Your task
Reproduce each line of the data exactly as it is.

Input
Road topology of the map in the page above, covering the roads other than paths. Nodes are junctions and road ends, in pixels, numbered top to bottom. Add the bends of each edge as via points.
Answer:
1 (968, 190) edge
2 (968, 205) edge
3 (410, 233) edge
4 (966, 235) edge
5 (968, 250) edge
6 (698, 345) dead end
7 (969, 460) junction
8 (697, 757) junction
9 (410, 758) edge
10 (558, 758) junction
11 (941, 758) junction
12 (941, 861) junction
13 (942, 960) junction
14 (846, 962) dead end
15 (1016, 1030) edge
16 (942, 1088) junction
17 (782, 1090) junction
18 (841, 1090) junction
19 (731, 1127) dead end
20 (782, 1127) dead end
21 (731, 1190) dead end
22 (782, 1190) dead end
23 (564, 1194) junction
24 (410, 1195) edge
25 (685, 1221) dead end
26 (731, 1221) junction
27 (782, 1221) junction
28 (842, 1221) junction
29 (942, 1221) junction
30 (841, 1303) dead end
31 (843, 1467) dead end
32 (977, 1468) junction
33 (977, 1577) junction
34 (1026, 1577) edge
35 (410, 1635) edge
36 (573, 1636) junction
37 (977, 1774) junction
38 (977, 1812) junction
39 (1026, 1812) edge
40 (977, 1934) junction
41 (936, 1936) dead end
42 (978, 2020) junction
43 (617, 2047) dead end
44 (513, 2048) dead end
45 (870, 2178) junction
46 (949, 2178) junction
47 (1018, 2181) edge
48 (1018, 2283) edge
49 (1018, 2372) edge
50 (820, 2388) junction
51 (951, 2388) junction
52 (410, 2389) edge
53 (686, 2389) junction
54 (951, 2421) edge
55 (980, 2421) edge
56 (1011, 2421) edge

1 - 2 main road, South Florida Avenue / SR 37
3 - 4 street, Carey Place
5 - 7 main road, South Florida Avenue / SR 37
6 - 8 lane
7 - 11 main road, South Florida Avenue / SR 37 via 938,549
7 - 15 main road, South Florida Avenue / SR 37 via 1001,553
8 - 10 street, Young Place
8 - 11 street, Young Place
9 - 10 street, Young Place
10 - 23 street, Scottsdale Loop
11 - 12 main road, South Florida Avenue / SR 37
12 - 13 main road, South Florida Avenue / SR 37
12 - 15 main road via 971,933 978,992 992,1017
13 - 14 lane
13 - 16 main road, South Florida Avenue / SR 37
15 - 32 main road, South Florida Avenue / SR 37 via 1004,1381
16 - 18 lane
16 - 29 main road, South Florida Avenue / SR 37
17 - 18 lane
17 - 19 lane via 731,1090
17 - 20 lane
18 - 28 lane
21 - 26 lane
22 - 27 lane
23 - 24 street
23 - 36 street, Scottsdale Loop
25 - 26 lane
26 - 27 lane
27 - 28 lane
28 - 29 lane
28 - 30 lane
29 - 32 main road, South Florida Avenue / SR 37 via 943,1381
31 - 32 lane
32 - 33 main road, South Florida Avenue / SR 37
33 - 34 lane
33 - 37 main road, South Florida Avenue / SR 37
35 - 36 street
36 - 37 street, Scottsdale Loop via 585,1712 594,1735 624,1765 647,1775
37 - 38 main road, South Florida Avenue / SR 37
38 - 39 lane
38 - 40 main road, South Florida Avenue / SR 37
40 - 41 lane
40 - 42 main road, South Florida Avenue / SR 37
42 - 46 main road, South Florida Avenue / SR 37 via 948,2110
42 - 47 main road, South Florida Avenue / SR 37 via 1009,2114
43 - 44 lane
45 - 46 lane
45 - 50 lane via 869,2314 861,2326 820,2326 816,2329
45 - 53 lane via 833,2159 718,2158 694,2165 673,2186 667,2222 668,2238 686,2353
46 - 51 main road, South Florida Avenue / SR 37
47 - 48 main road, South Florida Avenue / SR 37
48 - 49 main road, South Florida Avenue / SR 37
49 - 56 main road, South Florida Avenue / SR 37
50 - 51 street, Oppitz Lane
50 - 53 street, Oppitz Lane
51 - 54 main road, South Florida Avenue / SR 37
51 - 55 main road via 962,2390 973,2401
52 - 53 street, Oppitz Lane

Task response
Road topology of the map in the page above, covering the roads other than paths. Nodes are junctions and road ends, in pixels, numbered top to bottom. Add the bends of each edge as via points.
Answer:
1 (968, 190) edge
2 (968, 205) edge
3 (410, 233) edge
4 (966, 235) edge
5 (968, 250) edge
6 (698, 345) dead end
7 (969, 460) junction
8 (697, 757) junction
9 (410, 758) edge
10 (558, 758) junction
11 (941, 758) junction
12 (941, 861) junction
13 (942, 960) junction
14 (846, 962) dead end
15 (1016, 1030) edge
16 (942, 1088) junction
17 (782, 1090) junction
18 (841, 1090) junction
19 (731, 1127) dead end
20 (782, 1127) dead end
21 (731, 1190) dead end
22 (782, 1190) dead end
23 (564, 1194) junction
24 (410, 1195) edge
25 (685, 1221) dead end
26 (731, 1221) junction
27 (782, 1221) junction
28 (842, 1221) junction
29 (942, 1221) junction
30 (841, 1303) dead end
31 (843, 1467) dead end
32 (977, 1468) junction
33 (977, 1577) junction
34 (1026, 1577) edge
35 (410, 1635) edge
36 (573, 1636) junction
37 (977, 1774) junction
38 (977, 1812) junction
39 (1026, 1812) edge
40 (977, 1934) junction
41 (936, 1936) dead end
42 (978, 2020) junction
43 (617, 2047) dead end
44 (513, 2048) dead end
45 (870, 2178) junction
46 (949, 2178) junction
47 (1018, 2181) edge
48 (1018, 2283) edge
49 (1018, 2372) edge
50 (820, 2388) junction
51 (951, 2388) junction
52 (410, 2389) edge
53 (686, 2389) junction
54 (951, 2421) edge
55 (980, 2421) edge
56 (1011, 2421) edge

1 - 2 main road, South Florida Avenue / SR 37
3 - 4 street, Carey Place
5 - 7 main road, South Florida Avenue / SR 37
6 - 8 lane
7 - 11 main road, South Florida Avenue / SR 37 via 938,549
7 - 15 main road, South Florida Avenue / SR 37 via 1001,553
8 - 10 street, Young Place
8 - 11 street, Young Place
9 - 10 street, Young Place
10 - 23 street, Scottsdale Loop
11 - 12 main road, South Florida Avenue / SR 37
12 - 13 main road, South Florida Avenue / SR 37
12 - 15 main road via 971,933 978,992 992,1017
13 - 14 lane
13 - 16 main road, South Florida Avenue / SR 37
15 - 32 main road, South Florida Avenue / SR 37 via 1004,1381
16 - 18 lane
16 - 29 main road, South Florida Avenue / SR 37
17 - 18 lane
17 - 19 lane via 731,1090
17 - 20 lane
18 - 28 lane
21 - 26 lane
22 - 27 lane
23 - 24 street
23 - 36 street, Scottsdale Loop
25 - 26 lane
26 - 27 lane
27 - 28 lane
28 - 29 lane
28 - 30 lane
29 - 32 main road, South Florida Avenue / SR 37 via 943,1381
31 - 32 lane
32 - 33 main road, South Florida Avenue / SR 37
33 - 34 lane
33 - 37 main road, South Florida Avenue / SR 37
35 - 36 street
36 - 37 street, Scottsdale Loop via 585,1712 594,1735 624,1765 647,1775
37 - 38 main road, South Florida Avenue / SR 37
38 - 39 lane
38 - 40 main road, South Florida Avenue / SR 37
40 - 41 lane
40 - 42 main road, South Florida Avenue / SR 37
42 - 46 main road, South Florida Avenue / SR 37 via 948,2110
42 - 47 main road, South Florida Avenue / SR 37 via 1009,2114
43 - 44 lane
45 - 46 lane
45 - 50 lane via 869,2314 861,2326 820,2326 816,2329
45 - 53 lane via 833,2159 718,2158 694,2165 673,2186 667,2222 668,2238 686,2353
46 - 51 main road, South Florida Avenue / SR 37
47 - 48 main road, South Florida Avenue / SR 37
48 - 49 main road, South Florida Avenue / SR 37
49 - 56 main road, South Florida Avenue / SR 37
50 - 51 street, Oppitz Lane
50 - 53 street, Oppitz Lane
51 - 54 main road, South Florida Avenue / SR 37
51 - 55 main road via 962,2390 973,2401
52 - 53 street, Oppitz Lane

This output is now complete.